I'm not quite sure how to deal with this problem. I was babysitting for my daughter who has two children of 7 and 9.

I was staying the night and sleeping in a sleeping bag on the floor in her lounge. At 10pm I decide to check on her children before going to sleep. The passage light was on so there was a little light showing in both rooms. I turned their heaters off, checked both children, called their names lightly, they were asleep.

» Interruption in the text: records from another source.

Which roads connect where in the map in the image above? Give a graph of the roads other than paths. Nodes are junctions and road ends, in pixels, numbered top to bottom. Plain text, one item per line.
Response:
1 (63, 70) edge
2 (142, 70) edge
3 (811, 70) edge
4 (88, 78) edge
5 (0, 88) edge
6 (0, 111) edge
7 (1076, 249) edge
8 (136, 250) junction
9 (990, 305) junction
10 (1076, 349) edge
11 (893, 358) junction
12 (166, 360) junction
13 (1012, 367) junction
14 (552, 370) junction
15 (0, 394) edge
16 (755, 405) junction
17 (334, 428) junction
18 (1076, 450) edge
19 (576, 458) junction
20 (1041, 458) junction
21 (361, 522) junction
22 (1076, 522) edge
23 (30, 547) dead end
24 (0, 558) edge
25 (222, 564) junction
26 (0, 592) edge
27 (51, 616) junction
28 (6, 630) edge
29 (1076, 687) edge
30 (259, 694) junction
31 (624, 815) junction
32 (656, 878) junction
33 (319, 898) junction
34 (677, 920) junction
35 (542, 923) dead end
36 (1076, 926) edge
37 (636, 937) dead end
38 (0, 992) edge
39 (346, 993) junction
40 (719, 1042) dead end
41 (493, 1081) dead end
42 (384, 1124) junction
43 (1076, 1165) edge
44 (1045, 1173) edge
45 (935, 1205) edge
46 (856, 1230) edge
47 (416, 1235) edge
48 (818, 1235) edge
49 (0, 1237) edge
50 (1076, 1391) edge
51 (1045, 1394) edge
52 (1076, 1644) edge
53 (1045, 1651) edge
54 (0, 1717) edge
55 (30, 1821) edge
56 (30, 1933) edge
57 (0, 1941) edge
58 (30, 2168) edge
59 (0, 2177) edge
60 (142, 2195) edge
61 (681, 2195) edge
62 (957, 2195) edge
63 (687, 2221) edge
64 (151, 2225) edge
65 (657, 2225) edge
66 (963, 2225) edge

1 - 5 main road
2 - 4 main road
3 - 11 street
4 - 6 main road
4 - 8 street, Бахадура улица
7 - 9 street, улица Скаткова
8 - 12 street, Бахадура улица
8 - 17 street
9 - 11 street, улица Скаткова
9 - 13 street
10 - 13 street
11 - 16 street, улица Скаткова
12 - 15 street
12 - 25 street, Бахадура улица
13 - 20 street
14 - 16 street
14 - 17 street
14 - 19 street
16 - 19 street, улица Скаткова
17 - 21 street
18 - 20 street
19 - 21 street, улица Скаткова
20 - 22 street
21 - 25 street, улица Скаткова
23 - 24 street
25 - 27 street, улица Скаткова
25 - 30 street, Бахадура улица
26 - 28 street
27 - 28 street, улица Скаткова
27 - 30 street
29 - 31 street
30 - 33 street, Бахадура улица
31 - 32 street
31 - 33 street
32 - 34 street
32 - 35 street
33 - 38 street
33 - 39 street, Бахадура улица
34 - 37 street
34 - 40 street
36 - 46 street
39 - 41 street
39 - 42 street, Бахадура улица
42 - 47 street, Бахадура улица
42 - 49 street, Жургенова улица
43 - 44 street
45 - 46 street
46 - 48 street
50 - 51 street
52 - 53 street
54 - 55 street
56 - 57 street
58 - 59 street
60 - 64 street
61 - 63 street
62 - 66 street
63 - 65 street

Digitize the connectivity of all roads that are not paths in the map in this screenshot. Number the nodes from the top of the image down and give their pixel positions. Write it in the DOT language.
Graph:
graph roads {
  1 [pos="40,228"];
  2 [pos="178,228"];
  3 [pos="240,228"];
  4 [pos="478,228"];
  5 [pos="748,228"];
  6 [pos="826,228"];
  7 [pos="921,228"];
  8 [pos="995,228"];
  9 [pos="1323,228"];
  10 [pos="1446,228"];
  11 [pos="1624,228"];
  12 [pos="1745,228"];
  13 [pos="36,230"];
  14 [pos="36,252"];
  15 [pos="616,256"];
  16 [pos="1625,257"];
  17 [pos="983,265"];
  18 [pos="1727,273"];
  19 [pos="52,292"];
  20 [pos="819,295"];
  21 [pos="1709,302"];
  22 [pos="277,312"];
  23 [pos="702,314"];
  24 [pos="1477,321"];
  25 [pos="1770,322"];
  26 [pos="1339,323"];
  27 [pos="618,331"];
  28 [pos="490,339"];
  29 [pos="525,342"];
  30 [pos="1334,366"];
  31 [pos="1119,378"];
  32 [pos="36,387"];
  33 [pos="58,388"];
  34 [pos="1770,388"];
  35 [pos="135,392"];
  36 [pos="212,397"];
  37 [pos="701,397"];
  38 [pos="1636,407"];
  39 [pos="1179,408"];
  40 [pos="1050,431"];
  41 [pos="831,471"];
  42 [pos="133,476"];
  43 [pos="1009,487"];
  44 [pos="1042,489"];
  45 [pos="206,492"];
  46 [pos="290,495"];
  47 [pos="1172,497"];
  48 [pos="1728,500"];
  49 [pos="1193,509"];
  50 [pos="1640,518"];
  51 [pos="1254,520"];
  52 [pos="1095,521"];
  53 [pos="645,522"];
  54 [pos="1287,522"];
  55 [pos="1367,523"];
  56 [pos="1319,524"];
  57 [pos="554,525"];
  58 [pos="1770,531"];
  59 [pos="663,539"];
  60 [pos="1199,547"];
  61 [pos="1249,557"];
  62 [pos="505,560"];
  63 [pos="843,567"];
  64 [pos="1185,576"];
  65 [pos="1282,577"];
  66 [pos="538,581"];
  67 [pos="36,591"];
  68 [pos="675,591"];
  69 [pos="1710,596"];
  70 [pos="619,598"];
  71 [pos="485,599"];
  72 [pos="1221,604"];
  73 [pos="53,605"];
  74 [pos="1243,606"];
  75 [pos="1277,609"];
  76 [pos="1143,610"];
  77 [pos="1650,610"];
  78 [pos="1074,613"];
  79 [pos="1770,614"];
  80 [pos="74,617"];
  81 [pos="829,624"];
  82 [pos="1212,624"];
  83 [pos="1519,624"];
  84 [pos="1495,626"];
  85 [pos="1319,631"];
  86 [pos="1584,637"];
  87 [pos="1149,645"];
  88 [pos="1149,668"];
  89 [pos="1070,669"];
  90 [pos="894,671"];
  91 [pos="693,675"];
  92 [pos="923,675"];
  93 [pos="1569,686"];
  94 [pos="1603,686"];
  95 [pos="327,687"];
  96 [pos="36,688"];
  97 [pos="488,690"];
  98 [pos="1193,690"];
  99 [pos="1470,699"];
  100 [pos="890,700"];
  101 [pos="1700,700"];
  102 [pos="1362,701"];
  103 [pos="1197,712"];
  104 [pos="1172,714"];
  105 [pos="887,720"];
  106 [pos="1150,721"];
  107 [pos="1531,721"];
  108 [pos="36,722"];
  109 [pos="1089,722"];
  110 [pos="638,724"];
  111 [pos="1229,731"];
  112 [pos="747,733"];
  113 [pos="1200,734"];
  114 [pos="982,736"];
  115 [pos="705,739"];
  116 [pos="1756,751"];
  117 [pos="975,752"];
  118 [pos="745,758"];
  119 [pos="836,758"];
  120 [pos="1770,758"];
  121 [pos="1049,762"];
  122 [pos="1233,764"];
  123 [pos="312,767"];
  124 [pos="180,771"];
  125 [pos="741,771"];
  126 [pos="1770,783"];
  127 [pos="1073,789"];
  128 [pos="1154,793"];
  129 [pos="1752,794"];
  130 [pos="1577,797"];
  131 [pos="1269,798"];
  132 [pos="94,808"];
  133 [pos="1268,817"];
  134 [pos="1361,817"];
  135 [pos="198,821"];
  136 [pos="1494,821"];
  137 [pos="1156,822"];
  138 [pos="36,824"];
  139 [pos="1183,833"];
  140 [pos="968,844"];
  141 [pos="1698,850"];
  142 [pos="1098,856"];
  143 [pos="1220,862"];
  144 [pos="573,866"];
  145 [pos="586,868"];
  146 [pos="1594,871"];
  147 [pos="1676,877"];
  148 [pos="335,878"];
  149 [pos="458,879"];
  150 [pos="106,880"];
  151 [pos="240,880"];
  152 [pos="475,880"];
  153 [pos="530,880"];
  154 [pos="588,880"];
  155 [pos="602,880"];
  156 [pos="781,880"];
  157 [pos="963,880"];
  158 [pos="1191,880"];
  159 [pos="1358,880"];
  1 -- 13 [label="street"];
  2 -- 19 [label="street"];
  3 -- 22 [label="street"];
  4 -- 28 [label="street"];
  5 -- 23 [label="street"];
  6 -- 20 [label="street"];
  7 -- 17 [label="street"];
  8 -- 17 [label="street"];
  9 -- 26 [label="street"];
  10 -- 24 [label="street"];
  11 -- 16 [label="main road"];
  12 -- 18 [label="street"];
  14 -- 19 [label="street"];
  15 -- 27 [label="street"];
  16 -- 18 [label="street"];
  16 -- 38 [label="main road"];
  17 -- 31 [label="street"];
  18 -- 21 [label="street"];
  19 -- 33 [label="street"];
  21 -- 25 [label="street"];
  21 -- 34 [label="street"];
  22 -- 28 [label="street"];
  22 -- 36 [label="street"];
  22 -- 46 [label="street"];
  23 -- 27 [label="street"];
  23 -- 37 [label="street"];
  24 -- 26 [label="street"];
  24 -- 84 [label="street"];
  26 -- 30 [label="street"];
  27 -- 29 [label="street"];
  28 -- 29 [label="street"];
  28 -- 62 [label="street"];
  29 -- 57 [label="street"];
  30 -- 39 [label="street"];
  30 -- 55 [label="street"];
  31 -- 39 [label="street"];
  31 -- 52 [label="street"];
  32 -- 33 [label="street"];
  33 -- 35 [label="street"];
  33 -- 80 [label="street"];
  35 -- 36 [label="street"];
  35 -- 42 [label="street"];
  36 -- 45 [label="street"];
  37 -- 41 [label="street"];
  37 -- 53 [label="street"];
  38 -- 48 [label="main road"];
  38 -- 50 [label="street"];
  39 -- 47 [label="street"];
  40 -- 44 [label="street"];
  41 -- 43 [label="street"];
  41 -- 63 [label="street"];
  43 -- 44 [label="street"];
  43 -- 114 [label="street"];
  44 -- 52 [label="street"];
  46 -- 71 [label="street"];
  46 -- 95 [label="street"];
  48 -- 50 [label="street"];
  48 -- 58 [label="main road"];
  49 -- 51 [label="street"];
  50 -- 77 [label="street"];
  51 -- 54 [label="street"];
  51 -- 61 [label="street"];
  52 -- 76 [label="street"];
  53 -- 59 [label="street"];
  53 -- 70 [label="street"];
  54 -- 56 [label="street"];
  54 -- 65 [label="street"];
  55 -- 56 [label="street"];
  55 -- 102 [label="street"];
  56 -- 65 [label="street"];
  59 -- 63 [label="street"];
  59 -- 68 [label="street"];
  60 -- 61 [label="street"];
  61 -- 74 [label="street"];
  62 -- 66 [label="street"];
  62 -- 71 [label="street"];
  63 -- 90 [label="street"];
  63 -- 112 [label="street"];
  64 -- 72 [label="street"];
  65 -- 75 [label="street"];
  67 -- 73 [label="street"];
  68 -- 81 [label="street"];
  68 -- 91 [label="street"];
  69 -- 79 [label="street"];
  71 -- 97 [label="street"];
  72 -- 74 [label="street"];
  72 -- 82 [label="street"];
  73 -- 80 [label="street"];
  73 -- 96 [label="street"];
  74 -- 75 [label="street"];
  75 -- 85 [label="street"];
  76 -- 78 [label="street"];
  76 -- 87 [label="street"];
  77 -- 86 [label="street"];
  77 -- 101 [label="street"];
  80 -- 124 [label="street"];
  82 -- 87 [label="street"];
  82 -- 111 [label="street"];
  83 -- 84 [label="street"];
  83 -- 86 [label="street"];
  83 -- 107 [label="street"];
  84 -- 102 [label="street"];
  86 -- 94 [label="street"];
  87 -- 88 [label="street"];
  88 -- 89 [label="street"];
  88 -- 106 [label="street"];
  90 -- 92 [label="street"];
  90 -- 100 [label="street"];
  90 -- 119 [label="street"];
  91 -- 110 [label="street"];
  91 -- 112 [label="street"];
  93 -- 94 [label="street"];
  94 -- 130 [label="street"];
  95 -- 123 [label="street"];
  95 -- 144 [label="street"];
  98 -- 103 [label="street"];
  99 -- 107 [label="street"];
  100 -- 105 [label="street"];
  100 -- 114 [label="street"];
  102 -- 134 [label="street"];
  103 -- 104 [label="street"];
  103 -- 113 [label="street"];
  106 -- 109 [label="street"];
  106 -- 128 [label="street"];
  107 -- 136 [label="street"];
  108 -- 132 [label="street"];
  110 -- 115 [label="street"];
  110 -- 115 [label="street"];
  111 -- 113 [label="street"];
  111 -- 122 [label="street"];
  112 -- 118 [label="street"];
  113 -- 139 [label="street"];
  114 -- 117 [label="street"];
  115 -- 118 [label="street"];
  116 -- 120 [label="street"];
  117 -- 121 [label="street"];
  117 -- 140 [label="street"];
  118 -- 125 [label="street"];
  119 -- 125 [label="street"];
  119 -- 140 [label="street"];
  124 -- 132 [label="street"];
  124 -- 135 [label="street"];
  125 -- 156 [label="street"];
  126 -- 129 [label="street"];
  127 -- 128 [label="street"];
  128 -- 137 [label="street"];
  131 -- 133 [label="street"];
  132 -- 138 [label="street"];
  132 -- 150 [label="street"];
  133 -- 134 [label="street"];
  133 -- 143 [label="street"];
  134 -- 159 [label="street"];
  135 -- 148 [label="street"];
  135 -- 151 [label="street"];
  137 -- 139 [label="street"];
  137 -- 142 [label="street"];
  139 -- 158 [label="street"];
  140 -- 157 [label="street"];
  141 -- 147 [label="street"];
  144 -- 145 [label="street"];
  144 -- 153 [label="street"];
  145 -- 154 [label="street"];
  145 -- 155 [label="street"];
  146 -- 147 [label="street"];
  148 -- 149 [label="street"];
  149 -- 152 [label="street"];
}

I was sleeping in my bra, a very long singlet, and top, and underwear. In the morning my daughter bailed me up and told that her 9-year-old son had said that I went into his room naked from the waist down. I said that it didn't happen. She said that he would not say that if it hadn't happened. She now is saying I have really upset him, and that I am not welcome back. How do I deal with this problem. She will not discuss it any further.

ANSWER: 

When I read this question, I have to assume that the 9-year-old saw your bare legs and mentioned the next morning that you had no pants on. This has been translated by an adult, to naked from the waist down – an adult expression, not something a 9-year-old would say.

You're not refuting bare legs, everything you've said about your night and your attire, makes sense. The problem, it would seem, is with your daughter's handling of the situation. She is choosing to believe the befuddled account of a 9-year-old, disturbed from his sleep, who has probably been at eye level with your bare legs and was alarmed.

Your daughter has given you no opportunity to speak and explain yourself. Those two phrases:  "I'm not welcome back" and "she will not discuss it any further" lack basic respect for you. Babysitting is not an obligatory duty once you have grown children. Perhaps your daughter could show more gratitude that you were available to help her, and just maybe, one of the children might offer you a bed next time, instead of a mattress on the lounge floor? (If there is to be a next time.)

We want children to speak up and say if they're unhappy about something. This boy has spoken up and you should have been given the right of reply. It was only the next morning that this question arose, so you could have demonstrated exactly what you were wearing. Your daughter isn't setting a very good example as this child will not learn how to solve problems in a rational way.

To try to restore good relations, you could write a note to reiterate your position. Your daughter may have cooled down but feel she's backed herself into a corner, so a letter may give her the opportunity to make peace. And as part of the possible discussion you could bring up your expectation of respect rightfully due to you.